## HOW TO COMPLETE THIS TASK
Going through the data, count each line that has the word "Barata". Reply with the total and nothing more.

## ENTRIES SUPPLIED

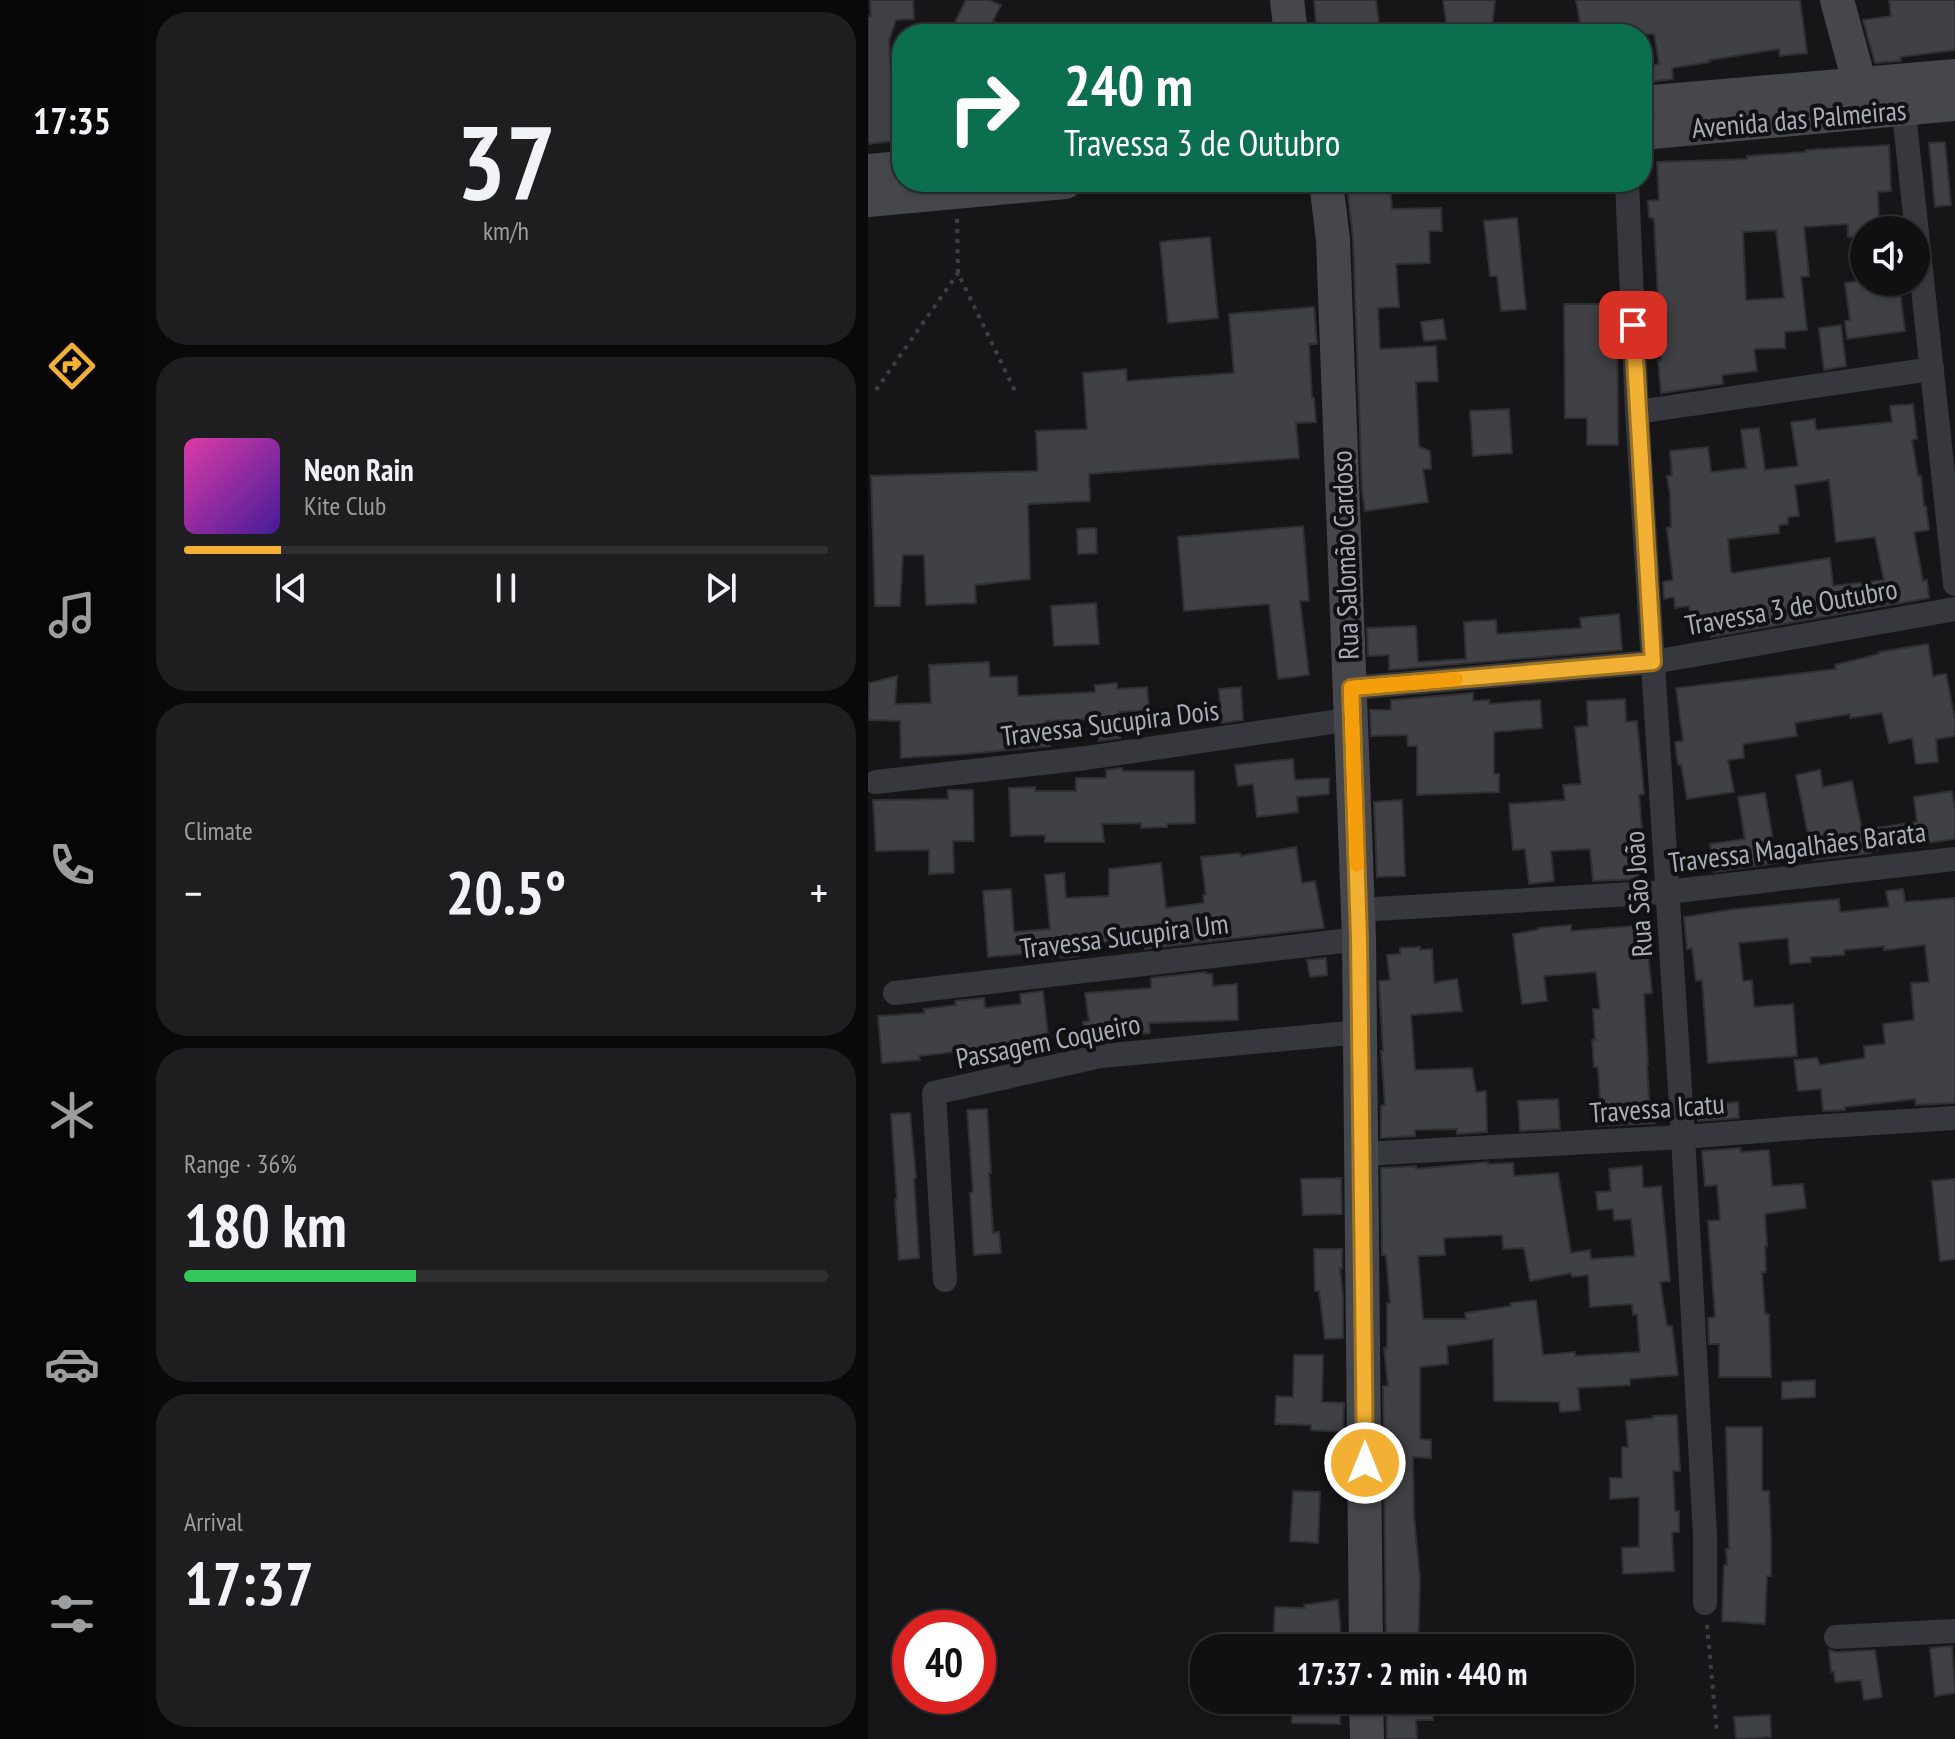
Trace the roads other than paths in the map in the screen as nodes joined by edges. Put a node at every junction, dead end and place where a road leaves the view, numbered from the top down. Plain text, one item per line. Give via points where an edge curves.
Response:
1 (1287, 0) edge
2 (1837, 0) edge
3 (1290, 24) edge
4 (1955, 76) edge
5 (1902, 95) junction
6 (1862, 99) junction
7 (1652, 103) edge
8 (1955, 104) edge
9 (1652, 131) edge
10 (892, 169) edge
11 (868, 171) edge
12 (957, 192) edge
13 (1327, 192) edge
14 (1627, 192) edge
15 (868, 200) edge
16 (1932, 369) junction
17 (1637, 412) junction
18 (1955, 584) edge
19 (1955, 609) edge
20 (1653, 662) junction
21 (1352, 704) junction
22 (876, 782) dead end
23 (1955, 859) edge
24 (1667, 892) junction
25 (1359, 924) junction
26 (895, 993) dead end
27 (1360, 1032) junction
28 (1955, 1118) edge
29 (1683, 1137) junction
30 (1363, 1154) junction
31 (945, 1280) dead end
32 (1705, 1603) road end
33 (1955, 1631) edge
34 (1366, 1634) edge
35 (1836, 1637) dead end
36 (1366, 1714) edge
37 (1367, 1739) edge

1 - 3 street
2 - 6 street
4 - 5 street, Avenida das Palmeiras
5 - 6 street, Avenida das Palmeiras
5 - 8 street, Avenida das Palmeiras
5 - 16 street
6 - 7 street, Avenida das Palmeiras
6 - 9 street, Avenida das Palmeiras
10 - 11 street
12 - 15 street
13 - 21 street, Rua Salomão Cardoso
14 - 17 street, Rua São João
16 - 17 street
16 - 18 street
17 - 20 street, Rua São João
19 - 20 street, Travessa 3 de Outubro
20 - 21 street, Travessa 3 de Outubro
20 - 24 street, Rua São João
21 - 22 street, Travessa Sucupira Dois via 1128,752
21 - 25 street, Rua Salomão Cardoso
23 - 24 street, Travessa Magalhães Barata
24 - 25 street, Travessa Magalhães Barata
24 - 29 street, Rua São João
25 - 26 street, Travessa Sucupira Um
25 - 27 street, Rua Salomão Cardoso
27 - 30 street, Rua Salomão Cardoso
27 - 31 street, Passagem Coqueiro via 1101,1056 934,1093
28 - 29 street, Travessa Icatu
29 - 30 street, Travessa Icatu
29 - 32 street, Rua São João
30 - 34 street, Rua Salomão Cardoso
33 - 35 street
36 - 37 street

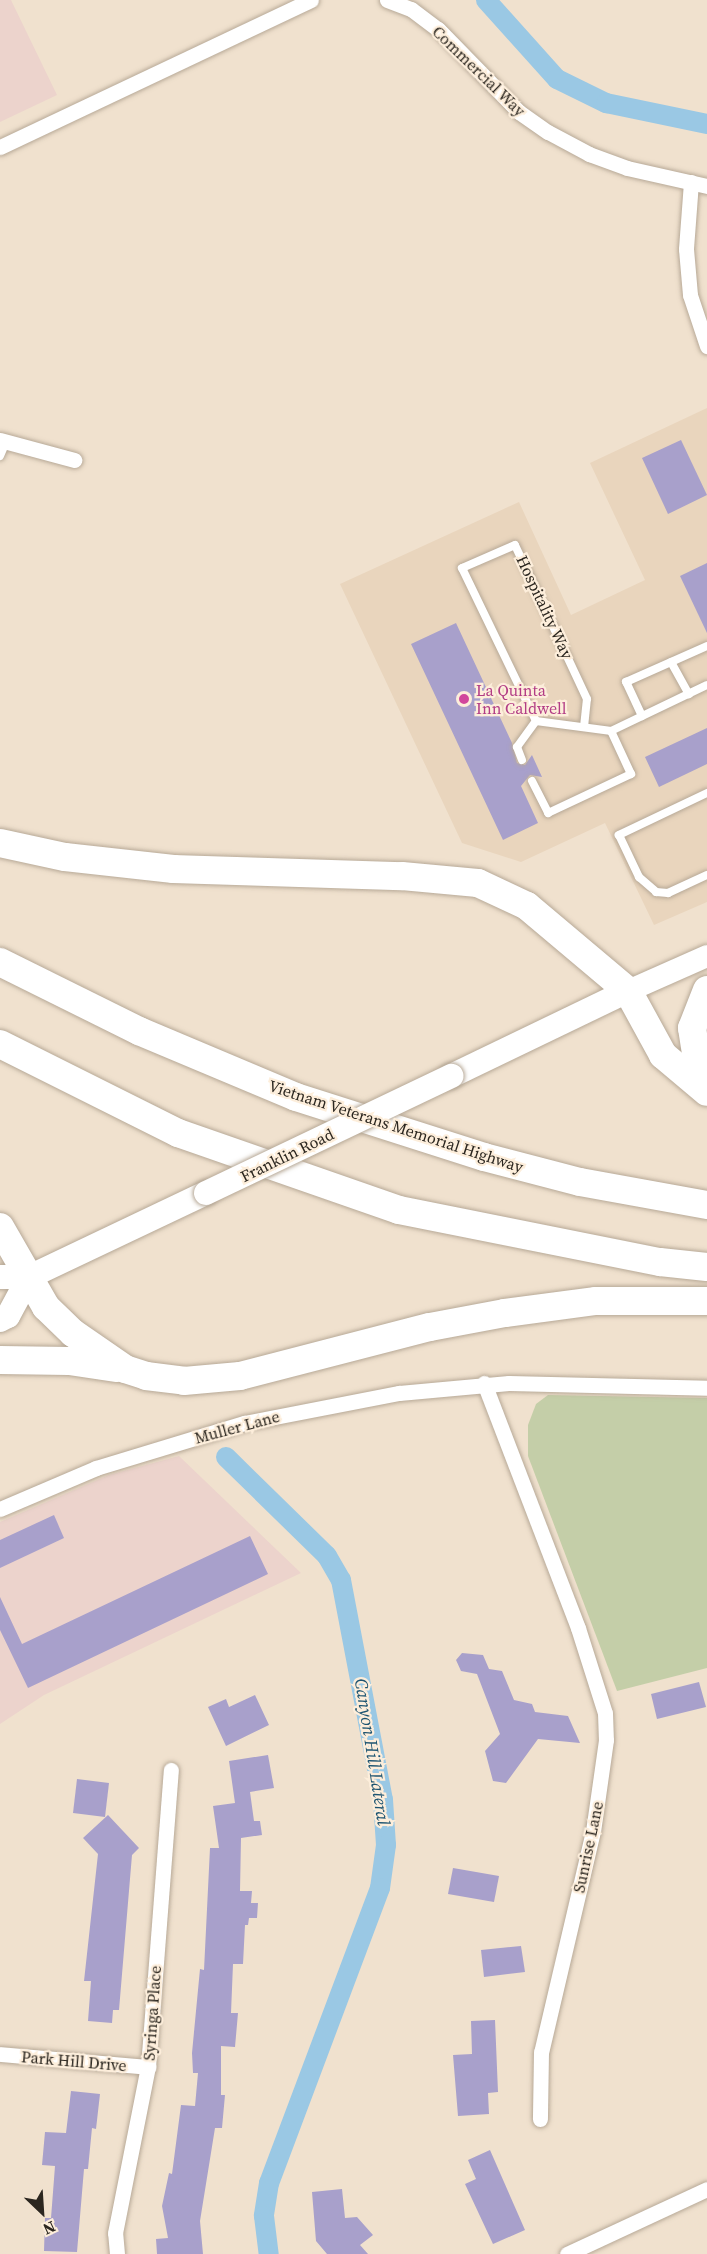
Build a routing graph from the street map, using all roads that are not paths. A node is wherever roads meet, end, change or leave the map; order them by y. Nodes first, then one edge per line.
1 (311, 0) edge
2 (387, 0) edge
3 (0, 147) edge
4 (691, 182) junction
5 (707, 186) edge
6 (707, 346) edge
7 (2, 446) edge
8 (74, 460) dead end
9 (707, 646) edge
10 (672, 662) junction
11 (707, 685) edge
12 (688, 694) junction
13 (642, 716) junction
14 (536, 721) junction
15 (584, 727) junction
16 (611, 731) junction
17 (522, 760) dead end
18 (532, 781) dead end
19 (707, 793) edge
20 (0, 843) edge
21 (707, 875) edge
22 (707, 956) edge
23 (0, 962) edge
24 (707, 990) edge
25 (628, 992) junction
26 (0, 1044) edge
27 (707, 1070) edge
28 (707, 1092) edge
29 (707, 1205) edge
30 (0, 1227) edge
31 (707, 1267) edge
32 (0, 1277) edge
33 (29, 1277) junction
34 (707, 1301) edge
35 (0, 1320) edge
36 (0, 1360) edge
37 (126, 1369) junction
38 (484, 1383) junction
39 (707, 1388) edge
40 (0, 1509) edge
41 (171, 1770) dead end
42 (0, 2054) edge
43 (148, 2067) junction
44 (540, 2119) dead end
45 (707, 2189) edge
46 (117, 2254) edge
47 (567, 2254) edge

1 - 3 street
2 - 4 street, Commercial Way
4 - 5 street, Commercial Way
4 - 6 street
7 - 8 street
9 - 10 lane
10 - 12 lane
10 - 13 lane
11 - 12 lane
12 - 13 lane
13 - 16 lane
14 - 15 lane
14 - 15 lane, Hospitality Way
14 - 17 lane
15 - 16 lane
16 - 18 lane
19 - 21 lane
20 - 25 highway
22 - 25 main road, Franklin Road
23 - 29 highway, Vietnam Veterans Memorial Highway
24 - 27 highway
25 - 28 highway
25 - 33 main road, Franklin Road, bridge
26 - 31 highway
30 - 33 highway
32 - 33 main road, Franklin Road
33 - 35 main road
33 - 37 highway
34 - 37 highway
36 - 37 highway
38 - 39 street, Muller Lane
38 - 40 street, Muller Lane
38 - 44 street, Sunrise Lane
41 - 43 street, Syringa Place
42 - 43 street, Park Hill Drive
43 - 46 street, Syringa Place
45 - 47 street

## ANSWER BOX
2